An exact reproduction of the data below is expected, free of images.

(Collected data entries)
=== Section Start ===

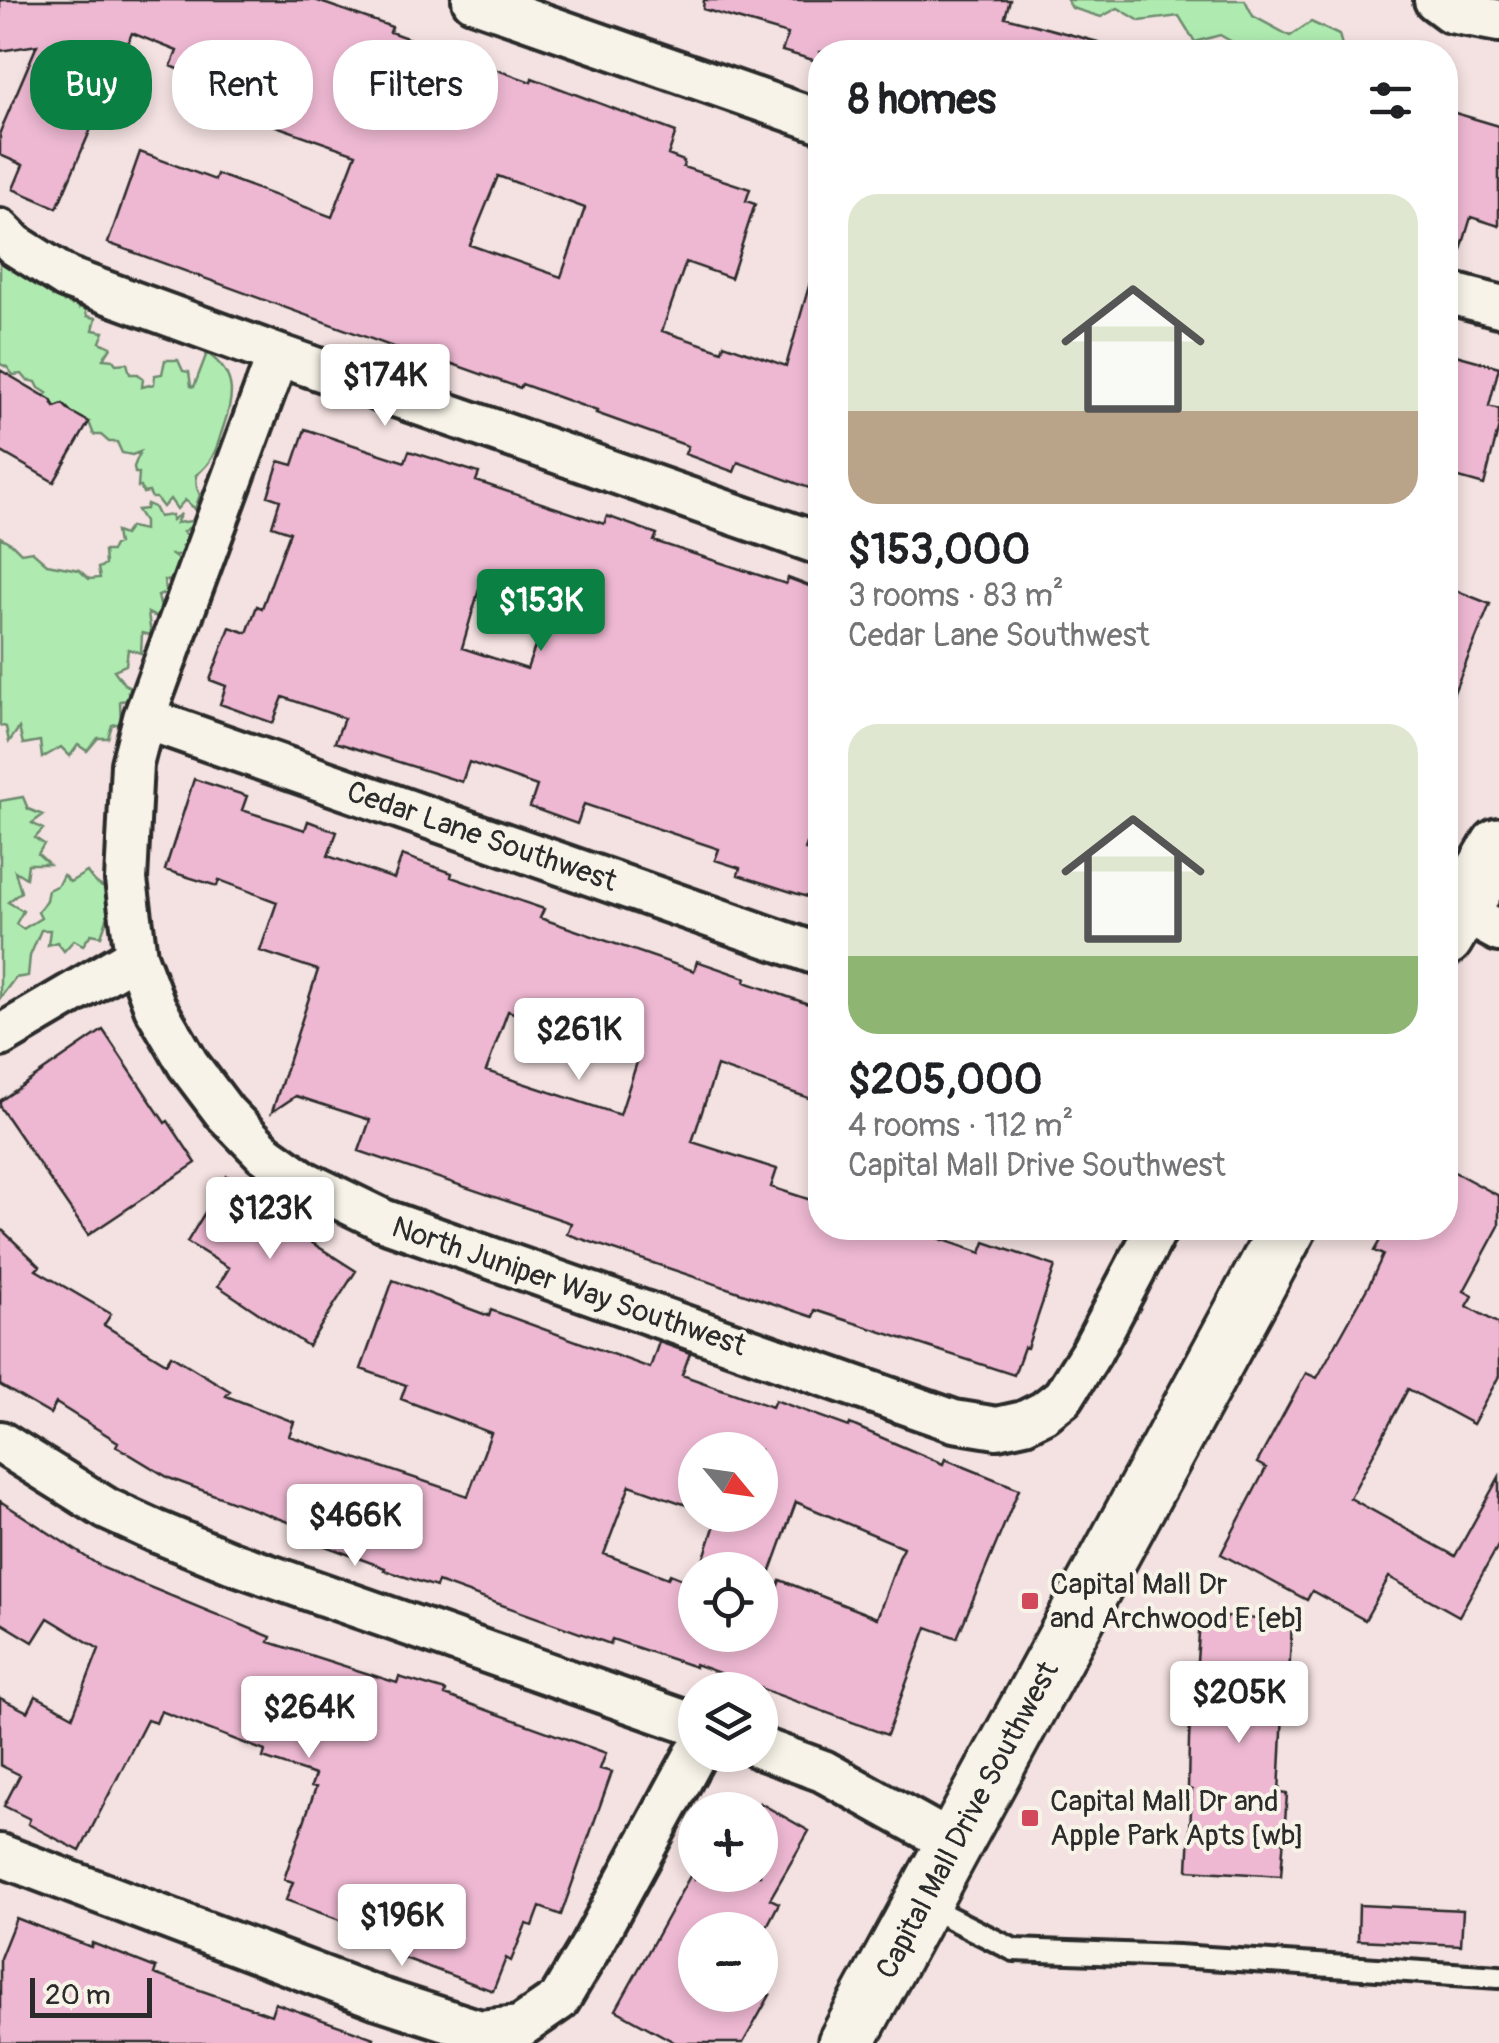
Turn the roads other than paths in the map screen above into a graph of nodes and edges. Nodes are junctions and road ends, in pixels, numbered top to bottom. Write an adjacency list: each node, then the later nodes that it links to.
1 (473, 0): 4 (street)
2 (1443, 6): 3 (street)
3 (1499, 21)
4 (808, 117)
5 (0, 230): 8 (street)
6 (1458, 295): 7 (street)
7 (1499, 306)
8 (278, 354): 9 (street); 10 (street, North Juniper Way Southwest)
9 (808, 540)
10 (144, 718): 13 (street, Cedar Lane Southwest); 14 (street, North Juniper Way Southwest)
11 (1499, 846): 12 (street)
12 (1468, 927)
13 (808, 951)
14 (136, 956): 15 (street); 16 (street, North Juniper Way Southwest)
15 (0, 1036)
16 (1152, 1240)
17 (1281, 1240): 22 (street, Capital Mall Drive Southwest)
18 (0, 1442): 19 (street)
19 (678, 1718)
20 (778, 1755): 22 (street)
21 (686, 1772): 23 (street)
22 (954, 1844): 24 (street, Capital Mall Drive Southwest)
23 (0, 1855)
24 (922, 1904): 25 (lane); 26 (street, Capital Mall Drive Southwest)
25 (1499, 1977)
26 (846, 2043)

=== Section End ===

## OUTPUT OF THE EXERCISE
Turn the roads other than paths in the map screen above into a graph of nodes and edges. Nodes are junctions and road ends, in pixels, numbered top to bottom. Write an adjacency list: each node, then the later nodes that it links to.
1 (473, 0): 4 (street)
2 (1443, 6): 3 (street)
3 (1499, 21)
4 (808, 117)
5 (0, 230): 8 (street)
6 (1458, 295): 7 (street)
7 (1499, 306)
8 (278, 354): 9 (street); 10 (street, North Juniper Way Southwest)
9 (808, 540)
10 (144, 718): 13 (street, Cedar Lane Southwest); 14 (street, North Juniper Way Southwest)
11 (1499, 846): 12 (street)
12 (1468, 927)
13 (808, 951)
14 (136, 956): 15 (street); 16 (street, North Juniper Way Southwest)
15 (0, 1036)
16 (1152, 1240)
17 (1281, 1240): 22 (street, Capital Mall Drive Southwest)
18 (0, 1442): 19 (street)
19 (678, 1718)
20 (778, 1755): 22 (street)
21 (686, 1772): 23 (street)
22 (954, 1844): 24 (street, Capital Mall Drive Southwest)
23 (0, 1855)
24 (922, 1904): 25 (lane); 26 (street, Capital Mall Drive Southwest)
25 (1499, 1977)
26 (846, 2043)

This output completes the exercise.